**Your task**
Each entry that follows is to be duplicated exactly, without its images.

**Supplied information**
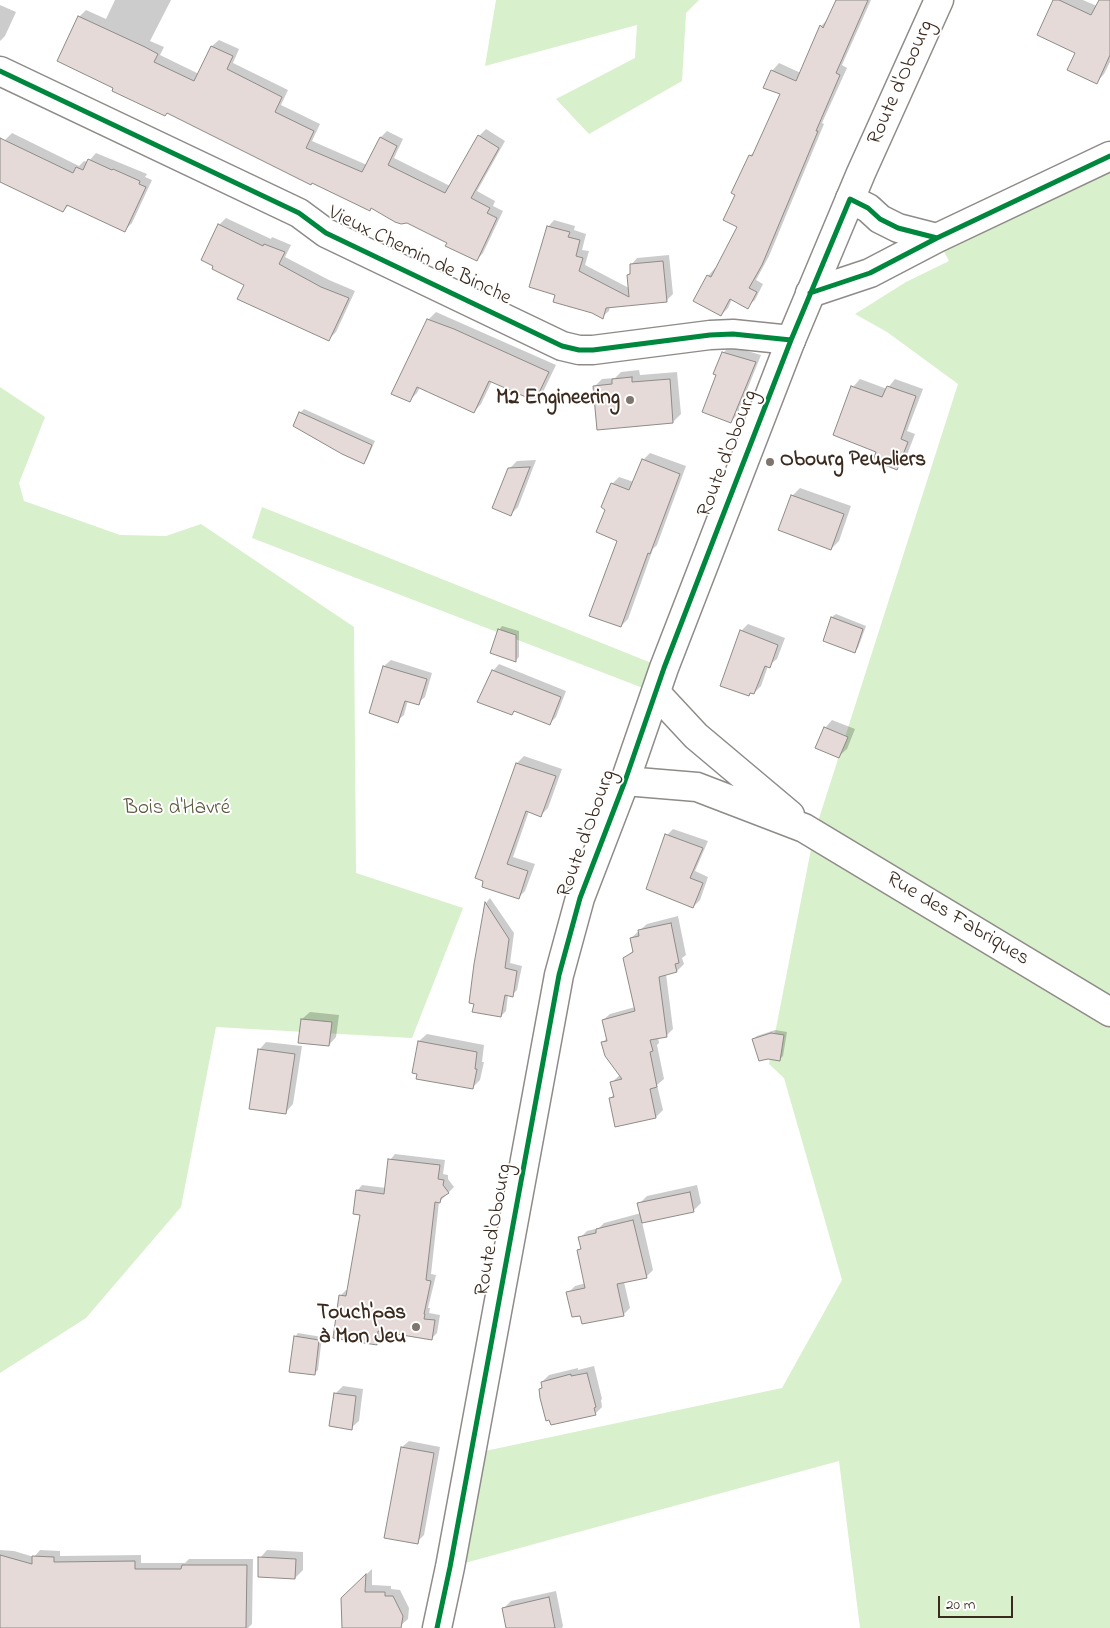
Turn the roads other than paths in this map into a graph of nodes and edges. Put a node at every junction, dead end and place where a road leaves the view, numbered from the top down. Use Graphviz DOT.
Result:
graph roads {
  1 [pos="939,0"];
  2 [pos="0,71"];
  3 [pos="1110,156"];
  4 [pos="850,199"];
  5 [pos="937,238"];
  6 [pos="810,293"];
  7 [pos="791,340"];
  8 [pos="656,693"];
  9 [pos="625,781"];
  10 [pos="804,828"];
  11 [pos="1110,1012"];
  12 [pos="437,1628"];
  1 -- 4 [label="street, Route d'Obourg"];
  2 -- 7 [label="street, Vieux Chemin de Binche"];
  3 -- 5 [label="street"];
  4 -- 5 [label="street"];
  4 -- 6 [label="street, Route d'Obourg"];
  5 -- 6 [label="street"];
  6 -- 7 [label="street, Route d'Obourg"];
  7 -- 8 [label="street, Route d'Obourg"];
  8 -- 9 [label="street, Route d'Obourg"];
  8 -- 10 [label="street, Rue des Fabriques"];
  9 -- 10 [label="street, Rue des Fabriques"];
  9 -- 12 [label="street, Route d'Obourg"];
  10 -- 11 [label="street, Rue des Fabriques"];
}
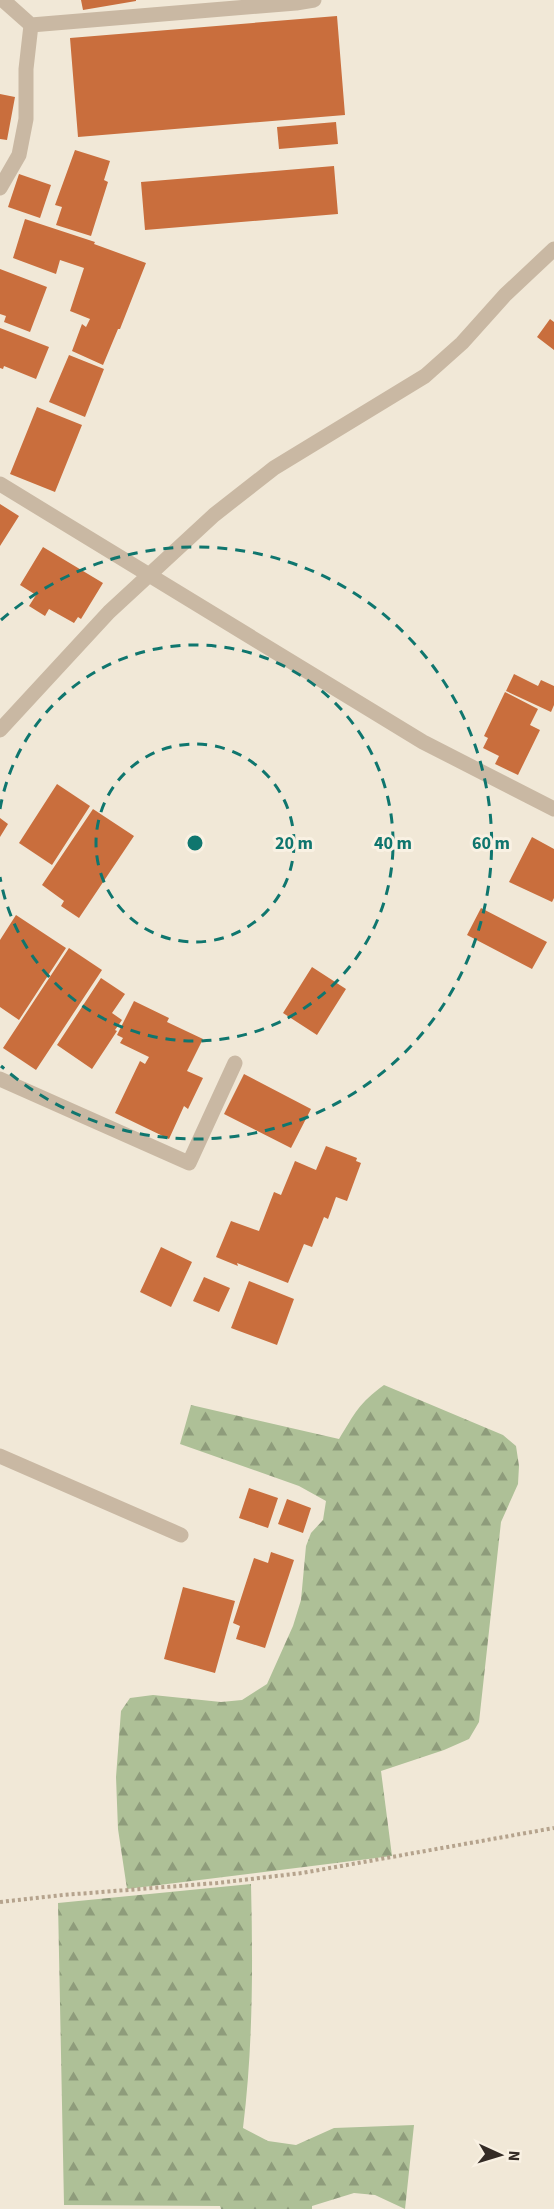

**Response to the exercise**
Turn the roads other than paths in this map into a graph of nodes and edges. Put a node at every junction, dead end and place where a road leaves the view, numbered from the top down. Use Graphviz DOT.
Result:
graph roads {
  1 [pos="939,0"];
  2 [pos="0,71"];
  3 [pos="1110,156"];
  4 [pos="850,199"];
  5 [pos="937,238"];
  6 [pos="810,293"];
  7 [pos="791,340"];
  8 [pos="656,693"];
  9 [pos="625,781"];
  10 [pos="804,828"];
  11 [pos="1110,1012"];
  12 [pos="437,1628"];
  1 -- 4 [label="street, Route d'Obourg"];
  2 -- 7 [label="street, Vieux Chemin de Binche"];
  3 -- 5 [label="street"];
  4 -- 5 [label="street"];
  4 -- 6 [label="street, Route d'Obourg"];
  5 -- 6 [label="street"];
  6 -- 7 [label="street, Route d'Obourg"];
  7 -- 8 [label="street, Route d'Obourg"];
  8 -- 9 [label="street, Route d'Obourg"];
  8 -- 10 [label="street, Rue des Fabriques"];
  9 -- 10 [label="street, Rue des Fabriques"];
  9 -- 12 [label="street, Route d'Obourg"];
  10 -- 11 [label="street, Rue des Fabriques"];
}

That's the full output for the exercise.